Material for this task section start
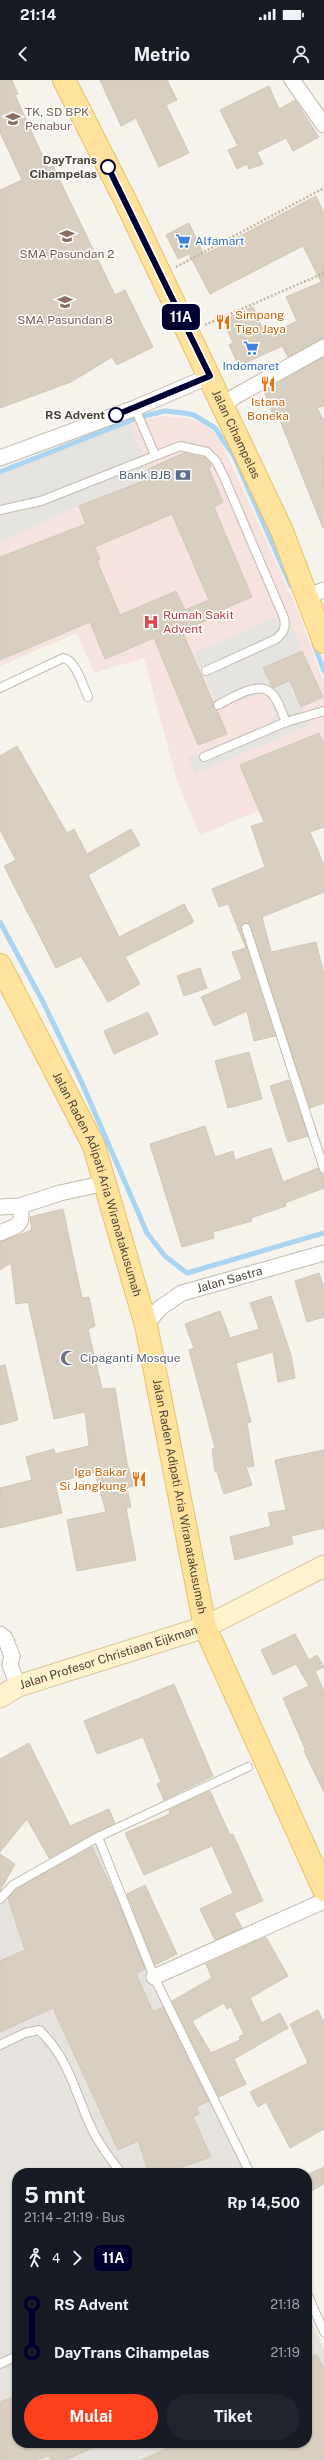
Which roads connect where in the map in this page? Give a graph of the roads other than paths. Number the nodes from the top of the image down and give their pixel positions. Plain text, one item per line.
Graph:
1 (64, 80) edge
2 (292, 80) edge
3 (324, 125) edge
4 (324, 347) edge
5 (210, 376) junction
6 (223, 406) junction
7 (135, 408) junction
8 (155, 455) junction
9 (0, 458) edge
10 (0, 510) edge
11 (316, 593) edge
12 (324, 642) edge
13 (206, 670) dead end
14 (0, 688) edge
15 (88, 697) dead end
16 (218, 705) dead end
17 (324, 711) edge
18 (286, 722) junction
19 (204, 757) dead end
20 (246, 928) dead end
21 (0, 965) edge
22 (324, 1169) edge
23 (106, 1183) junction
24 (20, 1206) junction
25 (0, 1207) edge
26 (0, 1233) edge
27 (324, 1253) edge
28 (146, 1325) junction
29 (324, 1566) edge
30 (205, 1627) junction
31 (0, 1634) edge
32 (11, 1670) edge
33 (0, 1696) edge
34 (248, 1767) dead end
35 (98, 1837) junction
36 (324, 1890) edge
37 (0, 1899) edge
38 (324, 1901) edge
39 (154, 1977) junction
40 (1, 2042) edge
41 (118, 2168) edge
42 (248, 2168) edge
43 (312, 2304) edge
44 (324, 2332) edge
45 (12, 2358) edge
46 (0, 2364) edge

1 - 5 main road, Jalan Cihampelas
2 - 3 street
4 - 6 street
5 - 6 main road, Jalan Cihampelas
5 - 7 street
6 - 11 main road, Jalan Cihampelas
7 - 8 lane
7 - 9 street
8 - 10 lane
8 - 13 lane
11 - 12 main road, Jalan Cihampelas
14 - 15 lane
16 - 18 lane
17 - 18 lane
18 - 19 lane
20 - 22 lane
21 - 23 main road, Jalan Raden Adipati Aria Wiranatakusumah
23 - 24 street
23 - 28 main road, Jalan Raden Adipati Aria Wiranatakusumah
24 - 25 street
24 - 26 street
27 - 28 street, Jalan Sastra
28 - 30 main road, Jalan Raden Adipati Aria Wiranatakusumah
29 - 30 main road, Jalan Profesor Christiaan Eijkman
30 - 32 main road, Jalan Profesor Christiaan Eijkman
30 - 36 main road, Jalan Raden Adipati Aria Wiranatakusumah
31 - 32 street
32 - 33 main road, Jalan Profesor Christiaan Eijkman
34 - 35 lane
35 - 37 lane
35 - 39 lane
38 - 39 street
39 - 42 lane
40 - 41 lane
43 - 44 lane
45 - 46 lane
Material for this task section end
Set down every entry exactly; omit the pictures.

• **Final answer**:
Which roads connect where in the map in this page? Give a graph of the roads other than paths. Number the nodes from the top of the image down and give their pixel positions. Plain text, one item per line.
Graph:
1 (64, 80) edge
2 (292, 80) edge
3 (324, 125) edge
4 (324, 347) edge
5 (210, 376) junction
6 (223, 406) junction
7 (135, 408) junction
8 (155, 455) junction
9 (0, 458) edge
10 (0, 510) edge
11 (316, 593) edge
12 (324, 642) edge
13 (206, 670) dead end
14 (0, 688) edge
15 (88, 697) dead end
16 (218, 705) dead end
17 (324, 711) edge
18 (286, 722) junction
19 (204, 757) dead end
20 (246, 928) dead end
21 (0, 965) edge
22 (324, 1169) edge
23 (106, 1183) junction
24 (20, 1206) junction
25 (0, 1207) edge
26 (0, 1233) edge
27 (324, 1253) edge
28 (146, 1325) junction
29 (324, 1566) edge
30 (205, 1627) junction
31 (0, 1634) edge
32 (11, 1670) edge
33 (0, 1696) edge
34 (248, 1767) dead end
35 (98, 1837) junction
36 (324, 1890) edge
37 (0, 1899) edge
38 (324, 1901) edge
39 (154, 1977) junction
40 (1, 2042) edge
41 (118, 2168) edge
42 (248, 2168) edge
43 (312, 2304) edge
44 (324, 2332) edge
45 (12, 2358) edge
46 (0, 2364) edge

1 - 5 main road, Jalan Cihampelas
2 - 3 street
4 - 6 street
5 - 6 main road, Jalan Cihampelas
5 - 7 street
6 - 11 main road, Jalan Cihampelas
7 - 8 lane
7 - 9 street
8 - 10 lane
8 - 13 lane
11 - 12 main road, Jalan Cihampelas
14 - 15 lane
16 - 18 lane
17 - 18 lane
18 - 19 lane
20 - 22 lane
21 - 23 main road, Jalan Raden Adipati Aria Wiranatakusumah
23 - 24 street
23 - 28 main road, Jalan Raden Adipati Aria Wiranatakusumah
24 - 25 street
24 - 26 street
27 - 28 street, Jalan Sastra
28 - 30 main road, Jalan Raden Adipati Aria Wiranatakusumah
29 - 30 main road, Jalan Profesor Christiaan Eijkman
30 - 32 main road, Jalan Profesor Christiaan Eijkman
30 - 36 main road, Jalan Raden Adipati Aria Wiranatakusumah
31 - 32 street
32 - 33 main road, Jalan Profesor Christiaan Eijkman
34 - 35 lane
35 - 37 lane
35 - 39 lane
38 - 39 street
39 - 42 lane
40 - 41 lane
43 - 44 lane
45 - 46 lane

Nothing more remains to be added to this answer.